Bienvenue en Nouvelle-Écosse. Je tiens à vous remercier vivement de nous rendre visite à Halifax. Je me réjouis de l'occasion que cela me donne de vous faire part de quelques-unes des idées des manufacturiers de la Nouvelle-Écosse.
Le comité est sans doute au courant du travail effectué par les Manufacturiers et exportateurs du Canada, les MEC. Ainsi, vous avez dû entendre parler de notre initiative de consultation 20/20, lancée il y a quelques années. Notre premier vice-président, M. Jayson Myers, a déjà témoigné devant votre comité et son apport a été pris en compte dans votre rapport d'étape de juin 2006.
Ce dont je peux vous parler aujourd'hui, c'est du point de vue des manufacturiers et exportateurs de la Nouvelle-Écosse. D'entrée de jeu, je dirai une évidence, à savoir qu'en ce qui concerne la fabrication, ce n'est ni l'Ontario ni le Québec ici, et qu'à cause de cela, on nous connaît mal. Même certains des acteurs sociaux de la Nouvelle-Écosse ignorent l'apport et l'incidence du secteur manufacturier de notre province.

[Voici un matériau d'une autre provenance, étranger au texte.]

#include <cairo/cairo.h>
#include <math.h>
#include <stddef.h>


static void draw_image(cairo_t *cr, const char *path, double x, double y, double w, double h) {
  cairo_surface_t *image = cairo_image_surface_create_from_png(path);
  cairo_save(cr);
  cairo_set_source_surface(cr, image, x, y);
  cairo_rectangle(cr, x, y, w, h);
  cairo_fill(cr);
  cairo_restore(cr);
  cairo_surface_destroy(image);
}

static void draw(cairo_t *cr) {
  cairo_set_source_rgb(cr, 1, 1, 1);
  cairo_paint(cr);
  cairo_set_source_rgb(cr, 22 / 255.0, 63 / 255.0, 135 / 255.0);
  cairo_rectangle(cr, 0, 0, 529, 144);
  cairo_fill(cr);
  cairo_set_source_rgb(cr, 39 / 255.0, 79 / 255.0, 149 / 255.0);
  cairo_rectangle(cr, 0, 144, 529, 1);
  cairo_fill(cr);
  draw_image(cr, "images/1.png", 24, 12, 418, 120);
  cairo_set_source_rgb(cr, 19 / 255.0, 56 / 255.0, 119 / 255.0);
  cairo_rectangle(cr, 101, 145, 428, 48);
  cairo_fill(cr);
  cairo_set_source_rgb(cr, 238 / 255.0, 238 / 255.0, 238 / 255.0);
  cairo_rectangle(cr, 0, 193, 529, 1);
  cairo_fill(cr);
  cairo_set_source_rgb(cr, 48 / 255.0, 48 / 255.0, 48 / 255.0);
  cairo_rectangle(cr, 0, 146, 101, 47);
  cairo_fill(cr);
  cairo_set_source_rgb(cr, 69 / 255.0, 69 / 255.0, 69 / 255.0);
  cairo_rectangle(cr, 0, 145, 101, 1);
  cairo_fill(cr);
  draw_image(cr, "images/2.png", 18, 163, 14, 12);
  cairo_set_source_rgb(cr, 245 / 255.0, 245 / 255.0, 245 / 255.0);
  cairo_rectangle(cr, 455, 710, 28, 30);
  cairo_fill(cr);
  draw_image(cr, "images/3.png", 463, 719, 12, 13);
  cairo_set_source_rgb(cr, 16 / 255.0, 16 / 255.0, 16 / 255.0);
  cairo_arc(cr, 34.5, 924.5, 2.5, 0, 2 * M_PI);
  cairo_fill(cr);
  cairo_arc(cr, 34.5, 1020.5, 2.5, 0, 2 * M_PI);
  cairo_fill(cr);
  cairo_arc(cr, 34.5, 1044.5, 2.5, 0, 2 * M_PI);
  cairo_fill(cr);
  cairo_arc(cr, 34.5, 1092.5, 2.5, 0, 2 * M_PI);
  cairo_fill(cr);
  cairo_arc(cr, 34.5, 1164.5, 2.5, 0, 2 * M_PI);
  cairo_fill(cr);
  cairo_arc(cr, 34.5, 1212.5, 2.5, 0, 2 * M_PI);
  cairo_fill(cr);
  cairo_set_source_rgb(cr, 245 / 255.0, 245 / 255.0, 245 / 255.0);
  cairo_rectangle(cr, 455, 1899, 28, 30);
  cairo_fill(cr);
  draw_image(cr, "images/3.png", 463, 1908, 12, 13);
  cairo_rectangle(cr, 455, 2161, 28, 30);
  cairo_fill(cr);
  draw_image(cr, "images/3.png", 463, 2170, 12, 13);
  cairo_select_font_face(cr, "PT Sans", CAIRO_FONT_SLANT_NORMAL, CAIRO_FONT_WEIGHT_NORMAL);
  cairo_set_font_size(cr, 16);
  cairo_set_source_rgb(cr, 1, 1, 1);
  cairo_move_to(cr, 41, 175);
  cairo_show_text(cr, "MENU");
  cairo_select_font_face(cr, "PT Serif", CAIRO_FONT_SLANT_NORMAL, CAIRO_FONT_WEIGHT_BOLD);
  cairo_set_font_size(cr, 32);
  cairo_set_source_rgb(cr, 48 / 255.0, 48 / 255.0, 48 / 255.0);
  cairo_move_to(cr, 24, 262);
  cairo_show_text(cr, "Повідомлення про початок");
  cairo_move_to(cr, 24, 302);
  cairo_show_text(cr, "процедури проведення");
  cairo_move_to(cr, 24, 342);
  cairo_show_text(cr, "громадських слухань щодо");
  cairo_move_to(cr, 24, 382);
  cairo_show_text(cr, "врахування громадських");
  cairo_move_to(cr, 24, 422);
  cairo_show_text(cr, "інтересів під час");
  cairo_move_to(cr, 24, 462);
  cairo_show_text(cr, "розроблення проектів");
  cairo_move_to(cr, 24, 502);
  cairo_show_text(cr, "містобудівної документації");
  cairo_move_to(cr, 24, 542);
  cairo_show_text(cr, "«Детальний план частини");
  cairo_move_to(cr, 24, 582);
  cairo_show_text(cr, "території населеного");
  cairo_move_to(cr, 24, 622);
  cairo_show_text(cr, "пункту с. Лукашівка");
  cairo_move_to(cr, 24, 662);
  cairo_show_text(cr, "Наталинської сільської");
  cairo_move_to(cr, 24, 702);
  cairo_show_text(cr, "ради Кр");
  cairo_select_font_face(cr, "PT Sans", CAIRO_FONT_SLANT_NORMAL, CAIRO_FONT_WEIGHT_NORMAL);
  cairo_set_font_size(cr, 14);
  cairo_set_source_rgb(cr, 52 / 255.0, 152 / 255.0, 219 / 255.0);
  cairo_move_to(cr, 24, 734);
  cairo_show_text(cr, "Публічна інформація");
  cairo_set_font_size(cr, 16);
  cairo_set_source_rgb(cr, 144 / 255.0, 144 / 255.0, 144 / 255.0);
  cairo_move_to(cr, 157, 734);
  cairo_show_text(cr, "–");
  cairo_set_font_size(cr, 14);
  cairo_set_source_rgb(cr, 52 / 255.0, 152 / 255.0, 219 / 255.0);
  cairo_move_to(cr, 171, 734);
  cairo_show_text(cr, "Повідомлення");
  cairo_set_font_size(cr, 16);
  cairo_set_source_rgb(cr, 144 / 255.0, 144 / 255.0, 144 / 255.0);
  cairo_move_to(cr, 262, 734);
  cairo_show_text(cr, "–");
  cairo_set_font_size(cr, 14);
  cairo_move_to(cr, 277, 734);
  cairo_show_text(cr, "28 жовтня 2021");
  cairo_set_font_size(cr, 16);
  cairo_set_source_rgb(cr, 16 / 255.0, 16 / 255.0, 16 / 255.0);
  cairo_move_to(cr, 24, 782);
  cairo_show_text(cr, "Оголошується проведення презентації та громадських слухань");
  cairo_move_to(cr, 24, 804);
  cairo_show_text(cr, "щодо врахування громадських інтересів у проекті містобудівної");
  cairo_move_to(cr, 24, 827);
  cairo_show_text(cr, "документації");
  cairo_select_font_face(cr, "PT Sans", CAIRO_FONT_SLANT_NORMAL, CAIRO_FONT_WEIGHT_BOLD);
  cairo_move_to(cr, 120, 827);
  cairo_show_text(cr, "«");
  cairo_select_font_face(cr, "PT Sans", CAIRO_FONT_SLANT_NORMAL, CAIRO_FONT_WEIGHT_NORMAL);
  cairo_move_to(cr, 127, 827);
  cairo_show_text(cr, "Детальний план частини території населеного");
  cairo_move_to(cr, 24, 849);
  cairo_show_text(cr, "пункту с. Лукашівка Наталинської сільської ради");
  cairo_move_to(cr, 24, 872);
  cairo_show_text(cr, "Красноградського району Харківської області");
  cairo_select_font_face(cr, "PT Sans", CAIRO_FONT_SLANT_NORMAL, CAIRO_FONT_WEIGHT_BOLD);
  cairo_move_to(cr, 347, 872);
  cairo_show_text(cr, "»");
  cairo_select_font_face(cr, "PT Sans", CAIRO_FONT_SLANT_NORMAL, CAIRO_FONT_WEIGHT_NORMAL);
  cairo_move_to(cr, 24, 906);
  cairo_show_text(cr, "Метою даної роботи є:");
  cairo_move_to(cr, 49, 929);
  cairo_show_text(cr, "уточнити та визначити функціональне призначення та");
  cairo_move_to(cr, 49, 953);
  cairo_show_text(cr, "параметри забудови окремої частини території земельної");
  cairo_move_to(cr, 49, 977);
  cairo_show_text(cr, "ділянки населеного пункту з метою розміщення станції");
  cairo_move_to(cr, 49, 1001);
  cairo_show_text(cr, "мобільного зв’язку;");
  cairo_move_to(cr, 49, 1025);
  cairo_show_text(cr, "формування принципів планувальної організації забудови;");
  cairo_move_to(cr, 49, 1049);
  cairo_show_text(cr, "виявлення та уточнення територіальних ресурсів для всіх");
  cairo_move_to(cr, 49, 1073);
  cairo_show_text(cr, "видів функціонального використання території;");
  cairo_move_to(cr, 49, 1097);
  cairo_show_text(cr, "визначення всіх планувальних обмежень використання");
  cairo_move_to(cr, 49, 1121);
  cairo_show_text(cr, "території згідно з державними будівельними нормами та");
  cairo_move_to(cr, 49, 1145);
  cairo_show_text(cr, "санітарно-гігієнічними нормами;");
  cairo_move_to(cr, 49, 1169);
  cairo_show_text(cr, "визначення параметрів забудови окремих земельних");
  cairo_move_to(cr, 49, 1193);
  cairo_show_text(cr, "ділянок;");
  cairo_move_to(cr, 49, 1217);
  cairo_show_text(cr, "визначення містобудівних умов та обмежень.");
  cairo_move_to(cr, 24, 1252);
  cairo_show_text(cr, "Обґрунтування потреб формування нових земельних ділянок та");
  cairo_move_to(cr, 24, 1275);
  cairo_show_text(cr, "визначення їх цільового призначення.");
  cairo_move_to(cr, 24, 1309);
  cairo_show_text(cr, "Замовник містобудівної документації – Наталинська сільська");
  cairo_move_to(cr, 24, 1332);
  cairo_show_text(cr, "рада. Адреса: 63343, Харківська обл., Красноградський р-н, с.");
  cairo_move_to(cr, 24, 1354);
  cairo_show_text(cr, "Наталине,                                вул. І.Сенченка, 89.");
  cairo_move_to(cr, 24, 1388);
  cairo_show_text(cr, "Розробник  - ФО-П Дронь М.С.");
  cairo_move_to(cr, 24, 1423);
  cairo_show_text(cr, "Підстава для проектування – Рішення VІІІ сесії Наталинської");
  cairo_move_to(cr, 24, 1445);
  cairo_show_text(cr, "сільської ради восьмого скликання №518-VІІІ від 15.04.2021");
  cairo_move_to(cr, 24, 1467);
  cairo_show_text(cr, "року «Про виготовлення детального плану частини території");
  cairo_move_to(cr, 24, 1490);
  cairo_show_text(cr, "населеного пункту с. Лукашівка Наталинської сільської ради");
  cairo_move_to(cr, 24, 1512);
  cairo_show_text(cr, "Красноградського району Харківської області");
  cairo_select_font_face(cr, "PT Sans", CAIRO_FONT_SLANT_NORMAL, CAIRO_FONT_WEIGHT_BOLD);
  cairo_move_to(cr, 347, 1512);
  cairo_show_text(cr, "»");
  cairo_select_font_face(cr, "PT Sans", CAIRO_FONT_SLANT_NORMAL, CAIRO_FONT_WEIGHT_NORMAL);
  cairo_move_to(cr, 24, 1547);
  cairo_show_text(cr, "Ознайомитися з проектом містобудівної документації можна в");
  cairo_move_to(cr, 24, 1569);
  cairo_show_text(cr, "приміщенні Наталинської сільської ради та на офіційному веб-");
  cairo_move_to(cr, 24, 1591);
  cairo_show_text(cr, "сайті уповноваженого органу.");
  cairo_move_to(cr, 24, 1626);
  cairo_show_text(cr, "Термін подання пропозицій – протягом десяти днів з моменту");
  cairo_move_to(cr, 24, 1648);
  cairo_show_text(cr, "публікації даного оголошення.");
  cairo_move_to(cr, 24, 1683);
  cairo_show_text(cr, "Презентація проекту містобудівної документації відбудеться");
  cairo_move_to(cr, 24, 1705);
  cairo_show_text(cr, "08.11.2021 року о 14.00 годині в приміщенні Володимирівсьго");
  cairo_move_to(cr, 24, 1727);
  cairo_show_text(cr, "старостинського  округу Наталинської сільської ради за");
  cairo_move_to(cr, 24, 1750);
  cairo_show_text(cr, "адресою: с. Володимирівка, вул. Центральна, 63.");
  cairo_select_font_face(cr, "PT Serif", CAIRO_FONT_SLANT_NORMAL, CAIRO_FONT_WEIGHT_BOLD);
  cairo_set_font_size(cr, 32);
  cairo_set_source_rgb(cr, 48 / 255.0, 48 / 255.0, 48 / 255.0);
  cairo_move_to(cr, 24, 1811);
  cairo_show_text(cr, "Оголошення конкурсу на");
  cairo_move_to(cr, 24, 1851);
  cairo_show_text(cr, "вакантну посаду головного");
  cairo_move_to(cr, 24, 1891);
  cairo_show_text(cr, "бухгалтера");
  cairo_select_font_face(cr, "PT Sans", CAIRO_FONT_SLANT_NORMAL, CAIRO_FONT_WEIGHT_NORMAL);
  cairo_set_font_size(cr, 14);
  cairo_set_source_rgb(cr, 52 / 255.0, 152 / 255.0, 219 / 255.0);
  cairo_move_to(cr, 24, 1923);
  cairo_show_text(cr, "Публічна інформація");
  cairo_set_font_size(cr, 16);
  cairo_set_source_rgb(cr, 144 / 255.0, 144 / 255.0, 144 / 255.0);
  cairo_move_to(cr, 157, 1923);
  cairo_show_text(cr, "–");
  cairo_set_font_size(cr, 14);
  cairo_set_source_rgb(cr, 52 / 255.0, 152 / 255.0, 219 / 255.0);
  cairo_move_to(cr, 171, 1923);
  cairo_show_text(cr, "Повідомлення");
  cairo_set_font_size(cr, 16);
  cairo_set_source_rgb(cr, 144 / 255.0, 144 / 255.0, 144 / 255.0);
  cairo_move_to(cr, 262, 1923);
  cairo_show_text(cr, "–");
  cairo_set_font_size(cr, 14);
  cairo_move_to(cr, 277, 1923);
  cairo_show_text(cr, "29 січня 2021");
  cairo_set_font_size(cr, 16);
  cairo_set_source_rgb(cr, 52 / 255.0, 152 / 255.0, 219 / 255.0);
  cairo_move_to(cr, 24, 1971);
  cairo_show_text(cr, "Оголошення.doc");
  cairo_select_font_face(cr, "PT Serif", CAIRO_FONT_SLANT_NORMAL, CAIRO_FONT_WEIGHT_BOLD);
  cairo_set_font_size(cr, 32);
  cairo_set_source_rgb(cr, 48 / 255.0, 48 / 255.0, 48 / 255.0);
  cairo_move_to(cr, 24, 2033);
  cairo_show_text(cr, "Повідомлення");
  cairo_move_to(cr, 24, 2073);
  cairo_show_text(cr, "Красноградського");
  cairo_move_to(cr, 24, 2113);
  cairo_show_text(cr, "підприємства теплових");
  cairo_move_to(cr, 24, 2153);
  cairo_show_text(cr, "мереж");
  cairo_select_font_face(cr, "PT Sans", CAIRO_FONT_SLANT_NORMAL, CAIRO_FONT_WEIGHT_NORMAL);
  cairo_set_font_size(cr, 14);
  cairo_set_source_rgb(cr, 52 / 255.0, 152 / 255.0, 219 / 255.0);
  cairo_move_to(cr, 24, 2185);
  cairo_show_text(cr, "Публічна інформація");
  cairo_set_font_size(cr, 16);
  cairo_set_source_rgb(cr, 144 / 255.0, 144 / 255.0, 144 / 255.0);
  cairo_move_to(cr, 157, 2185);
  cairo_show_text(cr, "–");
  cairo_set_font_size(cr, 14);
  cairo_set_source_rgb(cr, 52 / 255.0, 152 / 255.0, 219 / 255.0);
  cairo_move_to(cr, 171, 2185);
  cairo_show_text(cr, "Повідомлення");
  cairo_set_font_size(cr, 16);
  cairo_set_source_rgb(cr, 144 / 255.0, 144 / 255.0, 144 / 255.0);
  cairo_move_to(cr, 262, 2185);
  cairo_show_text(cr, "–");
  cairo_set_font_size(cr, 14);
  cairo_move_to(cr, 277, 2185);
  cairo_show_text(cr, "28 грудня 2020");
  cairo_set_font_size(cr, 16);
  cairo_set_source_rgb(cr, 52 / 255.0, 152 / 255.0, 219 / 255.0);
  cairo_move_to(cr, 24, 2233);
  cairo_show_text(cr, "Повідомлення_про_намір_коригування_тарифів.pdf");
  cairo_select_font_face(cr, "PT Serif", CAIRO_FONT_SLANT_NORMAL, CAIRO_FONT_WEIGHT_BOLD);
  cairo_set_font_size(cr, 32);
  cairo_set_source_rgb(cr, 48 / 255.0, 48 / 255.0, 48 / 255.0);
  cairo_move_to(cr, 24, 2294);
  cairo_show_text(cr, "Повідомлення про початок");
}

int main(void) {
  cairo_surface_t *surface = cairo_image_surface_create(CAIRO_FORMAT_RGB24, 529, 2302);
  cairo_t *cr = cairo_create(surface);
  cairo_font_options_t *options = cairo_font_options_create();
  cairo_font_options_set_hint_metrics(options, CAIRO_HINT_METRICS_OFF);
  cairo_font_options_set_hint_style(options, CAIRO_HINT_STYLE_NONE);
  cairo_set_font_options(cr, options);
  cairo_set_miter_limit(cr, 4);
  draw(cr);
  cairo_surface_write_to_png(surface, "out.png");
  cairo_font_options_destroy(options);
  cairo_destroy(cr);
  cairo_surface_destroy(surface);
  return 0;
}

Dans une population de moins d'un million de personnes, les manufacturiers, y compris mon collègue et les autres témoins entendus aujourd'hui, fournissent 55 000 emplois bien rémunérés et offrant d'excellents avantages sociaux. Notre secteur constitue donc une part considérable de notre économie, à peu près 10 p. 100 de l'activité économique. En proportion, c'est l'équivalent du même secteur en Alberta et en Colombie-Britannique, ce qui n'est donc pas négligeable. Notre tâche à nous est de rappeler cela à tous nos intervenants, y compris au gouvernement. Par conséquent, je vous remercie de nous avoir invités aujourd'hui.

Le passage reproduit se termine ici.